Pull every line from the records that has the word "dead" in it.

►

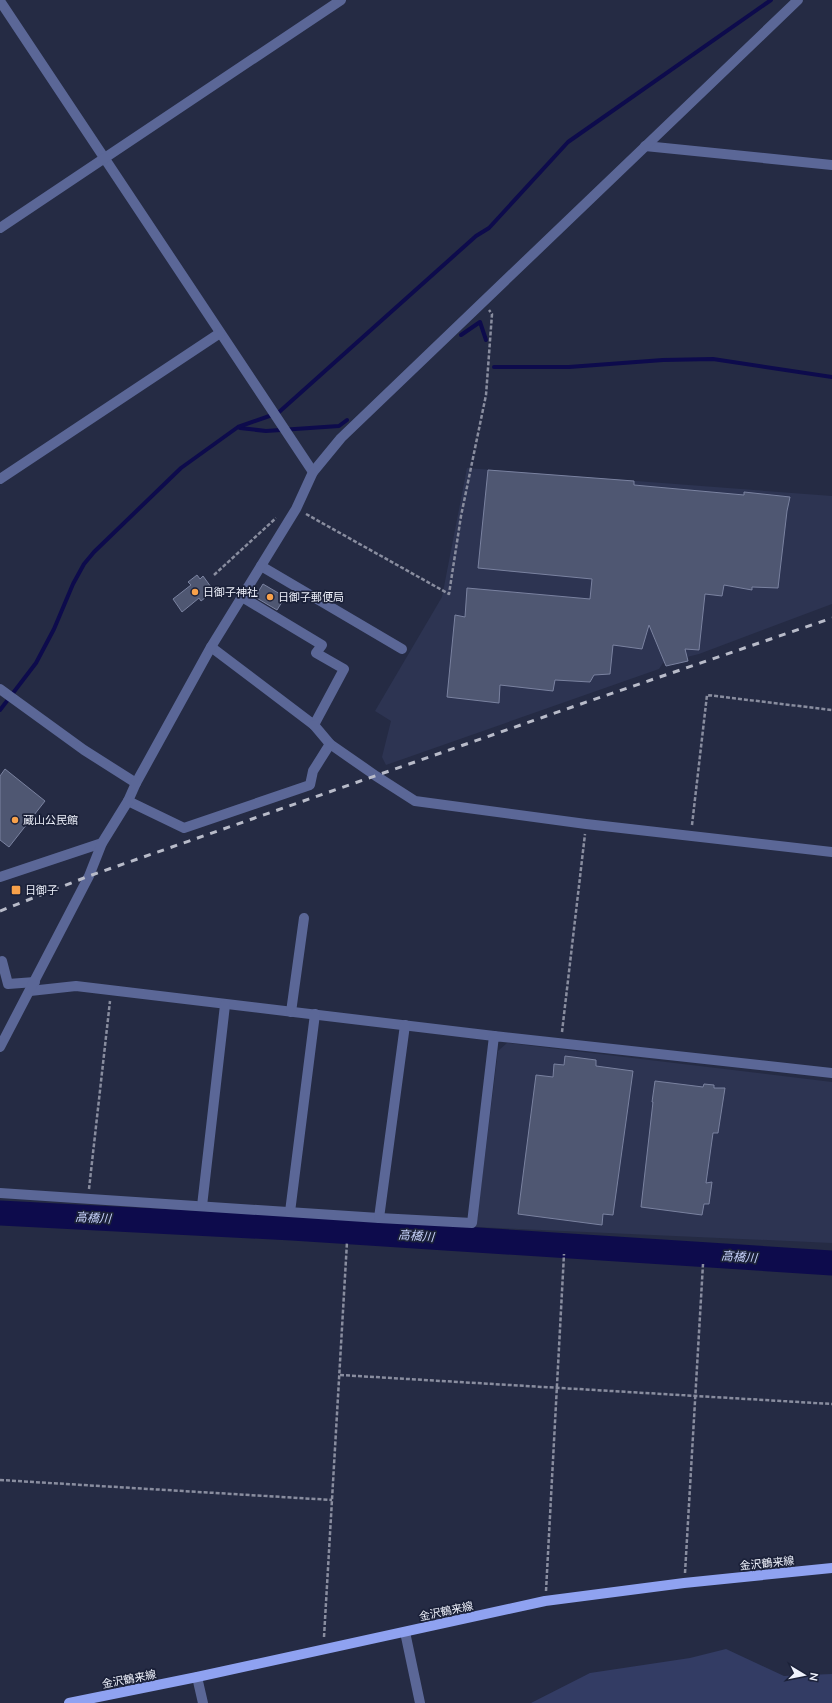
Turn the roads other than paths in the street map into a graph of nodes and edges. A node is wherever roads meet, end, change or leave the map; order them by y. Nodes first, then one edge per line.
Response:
1 (0, 0) edge
2 (341, 0) edge
3 (798, 0) edge
4 (645, 146) junction
5 (104, 157) junction
6 (832, 165) edge
7 (0, 228) edge
8 (220, 333) junction
9 (313, 472) junction
10 (0, 480) edge
11 (261, 566) junction
12 (242, 597) junction
13 (211, 647) junction
14 (402, 649) dead end
15 (1, 690) edge
16 (314, 725) junction
17 (330, 744) junction
18 (136, 783) junction
19 (128, 802) junction
20 (102, 843) junction
21 (832, 852) edge
22 (0, 877) edge
23 (304, 918) dead end
24 (0, 962) edge
25 (33, 987) junction
26 (225, 1005) junction
27 (291, 1012) junction
28 (315, 1014) junction
29 (404, 1025) junction
30 (494, 1036) junction
31 (0, 1047) edge
32 (832, 1073) edge
33 (0, 1193) edge
34 (202, 1206) junction
35 (290, 1212) junction
36 (379, 1218) junction
37 (832, 1568) edge
38 (405, 1632) junction
39 (197, 1678) junction
40 (69, 1703) edge
41 (203, 1703) edge
42 (420, 1703) edge

1 - 5 street
2 - 5 street
3 - 4 street
4 - 6 street
4 - 9 street
5 - 7 street
5 - 8 street
8 - 9 street
8 - 10 street
9 - 11 street
11 - 12 street
11 - 14 street
12 - 13 street
12 - 16 street
13 - 16 street
13 - 18 street
15 - 18 street
16 - 17 street
17 - 19 street
17 - 21 street
18 - 19 street
19 - 20 street
20 - 22 street
20 - 25 street
23 - 27 street
24 - 25 street
25 - 26 street
25 - 31 street
26 - 27 street
26 - 34 street
27 - 28 street
28 - 29 street
28 - 35 street
29 - 30 street
29 - 36 street
30 - 32 street
30 - 36 street
33 - 34 street
34 - 35 street
35 - 36 street
37 - 38 main road, 金沢鶴来線
38 - 39 main road, 金沢鶴来線
38 - 42 street
39 - 40 main road, 金沢鶴来線
39 - 41 street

◄

* [Reply]
14 (402, 649) dead end
23 (304, 918) dead end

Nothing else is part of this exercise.